Keeping feathers in peak condition, whether they’re emerging, brand new, or many months old, requires daily grooming. An important part of the process for songbirds like this Northern Mockingbird involves getting a bit of oil from the preen gland at the base of the tail. The bird rubs its bill along the gland to get some oil, then spreads it around on individual feathers. The oil helps keep feathers supple. It’s also rather waxy so it helps rain or snow to slide off the feathers. Spreading the oil around just so requires all sorts of twisting contortions. I have a lot of photos of apparently headless birds in the middle of a preening session!
During molting season I’m always on the alert for evidence of feather loss and feather growth. The easiest and most obvious sign of feather loss is a gap in the wing feathers of a bird flying overhead. Usually the gaps from shed feathers will be in the same places on each wing, such as third out from the body on the left wing and third out on the right wing. This symmetrical pattern of feather loss is important for a bird to maintain equal weight on both sides and still be able to achieve controlled flight.
Observing feather growth takes a bit more effort. Northern Mockingbirds are quite comfortable around humans, and this one often lets me approach her within ten feet or so. When observing or photographing birds most of us focus on the eye and head—but sometimes it’s worthwhile to look at the other end!
In this photo it’s easy to see the different lengths of the pairs of new feathers that are growing longer each day. I’ve been watching this Northern Mockingbird a lot lately and when she flies she looks a bit odd.

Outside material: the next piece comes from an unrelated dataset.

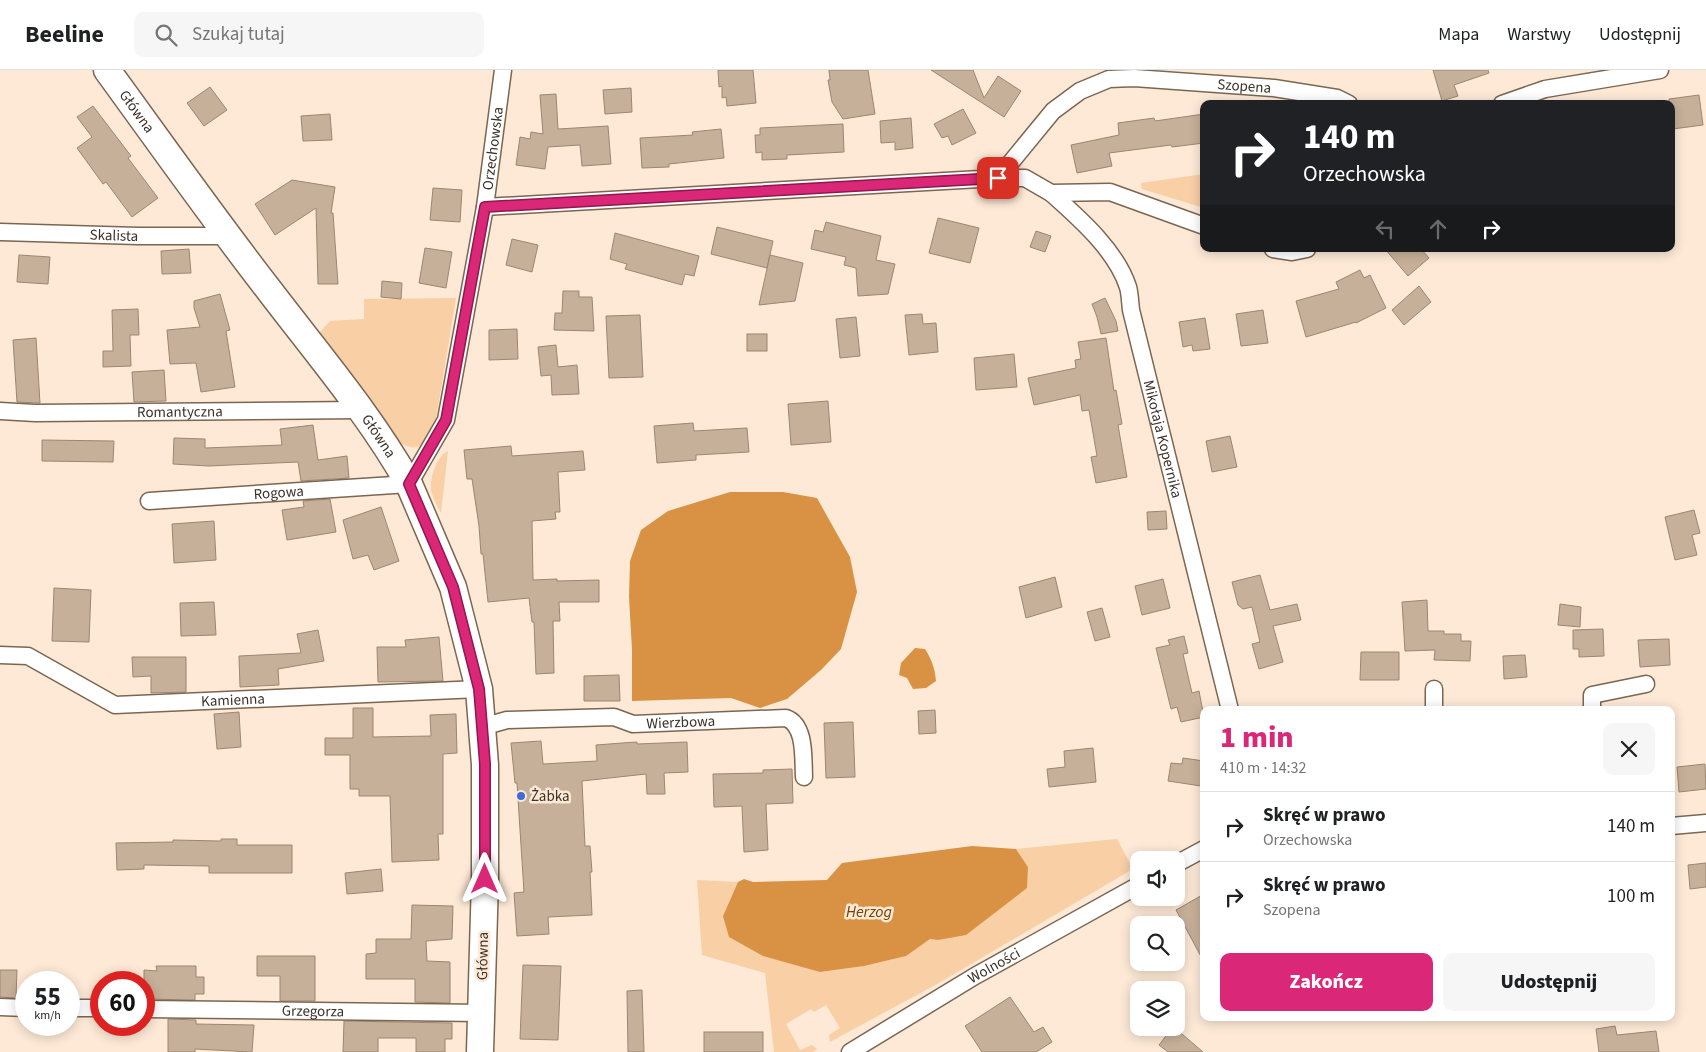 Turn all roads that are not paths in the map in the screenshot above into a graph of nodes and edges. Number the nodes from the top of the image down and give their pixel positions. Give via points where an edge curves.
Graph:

But with more floofing, scratching, twisting, and preening, soon her tail will achieve the familiar shape with gleaming white feathers on the outside edges—and in her new plumage she’ll be ready for the next season’s challenges.
Binge Birding: Twenty Days with Binoculars
A word of caution:
If you are lucky enough during molting season to find a shed feather, admire it, take photos, make a sketch, whatever you like in the field—but don’t take it home with you. Leave it where you found it. The possession of non-game bird feathers is illegal for the general public. A special federal permit is required to keep feathers, and generally available only to professional researchers and educational organizations. To find out why this is so, you’ll want to read my earlier blog about feathers. http://nancygrant.us/nature/the-stories-feathers-tell-us/
And a tip:
If you want to take a deep dive into all aspects of molt, including feather structure and growth, among a lot of different species The Peterson Reference Guide Series includes a beautifully illustrated book, Molt in North American Birds by Steve N. G. Howell.